Scientific Colloquium

Challenges and opportunities for natural products and drug discovery in the genomics era

Prof. Dr. Ben Shen

The Scripps Research Institute, Florida, USA

Date and time

Location

Lecture hall Louis Pasteur, HKI

Abstract:  Natural products (NPs) are among the best sources of drugs and drug leads and serve as outstanding small molecule probes for dissecting fundamental biological processes.  NP biosynthetic potential of microorganisms is significantly underestimated based on the NPs isolated to date.  A bacterial or fungal genome on average could encode 30 biosynthetic gene clusters (BGCs).  Most of these BGCs, however, are silent under the limited culturing conditions.  A great challenge for NP discovery is to develop innovative methods to realize the full NP biosynthetic potential of a large strain collection and produce NPs in enough quantities for chemical, biological, and clinical investigations.  Since the launch of the Natural Products Library Initiative (NPLI) at The Scripps Research Institute (TSRI) in 2011, we have now assembled one of the largest microbial strain collections.  Unlocking the biosynthetic potential of this collection could afford millions of new NP scaffolds or new variants of privileged NP drug scaffolds.  Selected studies from our current efforts will be presented to highlight the challenges and opportunities for NP and drug discovery in the genomic era.

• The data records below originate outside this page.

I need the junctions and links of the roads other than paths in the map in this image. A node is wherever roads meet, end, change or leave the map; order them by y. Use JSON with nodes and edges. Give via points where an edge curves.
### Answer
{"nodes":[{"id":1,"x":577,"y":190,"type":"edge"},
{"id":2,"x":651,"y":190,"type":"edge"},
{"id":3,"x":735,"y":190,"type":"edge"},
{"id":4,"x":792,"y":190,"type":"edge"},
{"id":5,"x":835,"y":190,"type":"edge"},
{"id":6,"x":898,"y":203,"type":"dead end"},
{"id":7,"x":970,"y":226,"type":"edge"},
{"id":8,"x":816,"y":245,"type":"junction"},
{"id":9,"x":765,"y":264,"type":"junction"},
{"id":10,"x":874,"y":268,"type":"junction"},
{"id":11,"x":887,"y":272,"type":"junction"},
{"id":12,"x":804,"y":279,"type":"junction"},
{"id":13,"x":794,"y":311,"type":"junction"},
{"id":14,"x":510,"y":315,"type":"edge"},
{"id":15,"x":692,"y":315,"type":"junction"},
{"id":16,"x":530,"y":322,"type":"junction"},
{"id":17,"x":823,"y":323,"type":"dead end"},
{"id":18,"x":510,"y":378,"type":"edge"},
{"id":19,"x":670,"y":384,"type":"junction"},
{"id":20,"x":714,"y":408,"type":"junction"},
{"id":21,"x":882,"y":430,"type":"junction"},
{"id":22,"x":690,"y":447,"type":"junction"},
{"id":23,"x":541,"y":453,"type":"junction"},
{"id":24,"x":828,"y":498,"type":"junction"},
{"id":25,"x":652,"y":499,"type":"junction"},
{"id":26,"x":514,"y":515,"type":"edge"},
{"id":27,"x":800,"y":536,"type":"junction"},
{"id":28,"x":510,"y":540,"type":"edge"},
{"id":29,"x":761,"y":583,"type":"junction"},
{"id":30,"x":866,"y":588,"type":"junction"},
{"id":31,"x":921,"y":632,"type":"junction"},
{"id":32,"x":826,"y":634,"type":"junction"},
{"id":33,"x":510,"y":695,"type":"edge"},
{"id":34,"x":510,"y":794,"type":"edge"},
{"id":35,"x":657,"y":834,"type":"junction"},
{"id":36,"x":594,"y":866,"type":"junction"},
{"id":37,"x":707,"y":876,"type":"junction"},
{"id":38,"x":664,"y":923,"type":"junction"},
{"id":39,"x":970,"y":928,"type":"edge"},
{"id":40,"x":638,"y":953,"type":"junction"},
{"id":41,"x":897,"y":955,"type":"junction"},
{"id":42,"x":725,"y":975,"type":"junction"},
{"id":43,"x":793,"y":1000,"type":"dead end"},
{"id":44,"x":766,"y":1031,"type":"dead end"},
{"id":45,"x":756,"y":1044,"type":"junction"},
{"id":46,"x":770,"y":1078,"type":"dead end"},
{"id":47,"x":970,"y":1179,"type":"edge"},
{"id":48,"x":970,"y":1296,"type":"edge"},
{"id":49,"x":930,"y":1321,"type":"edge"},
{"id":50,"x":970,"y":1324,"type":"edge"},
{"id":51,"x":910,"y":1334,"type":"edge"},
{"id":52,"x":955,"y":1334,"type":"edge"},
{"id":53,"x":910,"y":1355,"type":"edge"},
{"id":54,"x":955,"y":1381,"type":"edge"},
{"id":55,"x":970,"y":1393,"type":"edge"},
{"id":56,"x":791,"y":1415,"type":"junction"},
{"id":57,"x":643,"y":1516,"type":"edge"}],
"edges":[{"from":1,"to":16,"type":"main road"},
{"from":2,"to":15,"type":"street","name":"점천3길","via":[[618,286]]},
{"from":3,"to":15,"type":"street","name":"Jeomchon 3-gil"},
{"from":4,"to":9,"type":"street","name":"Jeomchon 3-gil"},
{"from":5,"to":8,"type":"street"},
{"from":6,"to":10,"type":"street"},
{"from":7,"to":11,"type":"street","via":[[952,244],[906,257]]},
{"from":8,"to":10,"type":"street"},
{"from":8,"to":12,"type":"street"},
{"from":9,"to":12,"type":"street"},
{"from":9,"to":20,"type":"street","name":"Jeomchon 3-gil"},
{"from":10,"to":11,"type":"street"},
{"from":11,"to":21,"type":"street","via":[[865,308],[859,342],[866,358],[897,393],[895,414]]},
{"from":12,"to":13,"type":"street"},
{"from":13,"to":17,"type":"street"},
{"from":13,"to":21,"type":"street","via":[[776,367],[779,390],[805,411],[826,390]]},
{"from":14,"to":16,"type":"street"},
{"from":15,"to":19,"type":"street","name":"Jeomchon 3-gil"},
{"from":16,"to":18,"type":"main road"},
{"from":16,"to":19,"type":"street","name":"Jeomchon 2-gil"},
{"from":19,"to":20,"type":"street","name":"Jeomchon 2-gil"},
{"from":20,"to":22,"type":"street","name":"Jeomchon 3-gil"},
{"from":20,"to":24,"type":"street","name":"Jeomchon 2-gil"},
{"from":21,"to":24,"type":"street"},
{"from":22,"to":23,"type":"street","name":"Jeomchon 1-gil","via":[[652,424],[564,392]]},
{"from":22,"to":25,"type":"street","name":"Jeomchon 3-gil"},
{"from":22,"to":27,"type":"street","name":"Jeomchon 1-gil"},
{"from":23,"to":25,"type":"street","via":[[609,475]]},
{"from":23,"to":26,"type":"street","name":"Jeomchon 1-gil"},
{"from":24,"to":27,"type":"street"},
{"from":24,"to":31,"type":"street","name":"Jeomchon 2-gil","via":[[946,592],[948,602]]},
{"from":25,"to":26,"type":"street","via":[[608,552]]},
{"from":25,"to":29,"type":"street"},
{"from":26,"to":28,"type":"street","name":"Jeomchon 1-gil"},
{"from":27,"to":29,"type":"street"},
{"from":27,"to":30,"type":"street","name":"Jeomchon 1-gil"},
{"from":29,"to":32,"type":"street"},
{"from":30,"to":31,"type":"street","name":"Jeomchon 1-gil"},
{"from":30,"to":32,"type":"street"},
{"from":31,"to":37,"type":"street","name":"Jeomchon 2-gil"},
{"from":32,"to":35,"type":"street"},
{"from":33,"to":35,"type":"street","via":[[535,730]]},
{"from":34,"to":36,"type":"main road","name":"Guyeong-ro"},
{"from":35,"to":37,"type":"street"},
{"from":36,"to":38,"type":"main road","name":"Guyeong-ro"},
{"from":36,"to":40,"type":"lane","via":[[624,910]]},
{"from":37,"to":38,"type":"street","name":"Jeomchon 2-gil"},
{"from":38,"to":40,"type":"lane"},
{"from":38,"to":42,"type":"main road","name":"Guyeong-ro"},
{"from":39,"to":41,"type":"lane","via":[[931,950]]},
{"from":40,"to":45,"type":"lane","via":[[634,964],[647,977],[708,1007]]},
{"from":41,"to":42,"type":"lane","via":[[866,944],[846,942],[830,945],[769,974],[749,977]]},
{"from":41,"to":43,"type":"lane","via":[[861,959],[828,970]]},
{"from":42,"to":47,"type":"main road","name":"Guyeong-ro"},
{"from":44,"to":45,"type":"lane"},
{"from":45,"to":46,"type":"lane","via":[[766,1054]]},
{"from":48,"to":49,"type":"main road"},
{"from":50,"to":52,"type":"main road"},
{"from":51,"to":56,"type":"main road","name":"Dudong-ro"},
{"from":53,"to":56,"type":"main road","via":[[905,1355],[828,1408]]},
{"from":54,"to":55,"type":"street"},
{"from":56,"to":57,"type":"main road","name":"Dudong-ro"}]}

Born and raised in China, Ben received B.Sc. from Hangzhou University (1982), M.S. from the Chinese Academy of Sciences (under the late Prof. Chutsin Liu, 1984), Ph.D. from Oregon State University (under Prof. Steven J. Gould, 1990), all in chemistry, and carried out postdoctoral research in Mol. Biology and Biochemistry at University of Wisconsin-Madison (under the late Prof. C. Richard Hutchinson, 1991-1995).  Ben served on the faculty at the University of California, Davis (1995-2001) and University of Wisconsin-Madison (2001-2010) before joining The Scripps Research Institute (TSRI) in 2011.  Currently, Ben is Professor of Chemistry and Molecular Medicine and serves as the Co-Chair of the bicoastal Department of Chemistry and Director of Natural Products Library Initiative at TSRI.  Current research in the Shen Lab concerns chemistry, biochemistry, and genetics of natural product biosynthesis and engineering in actinomycetes and development of enabling technologies to mine actinomycetal genomes for natural products and anticancer and anti-infective drug discovery.  The Shen lab has authored >270 publications and 11 published patents.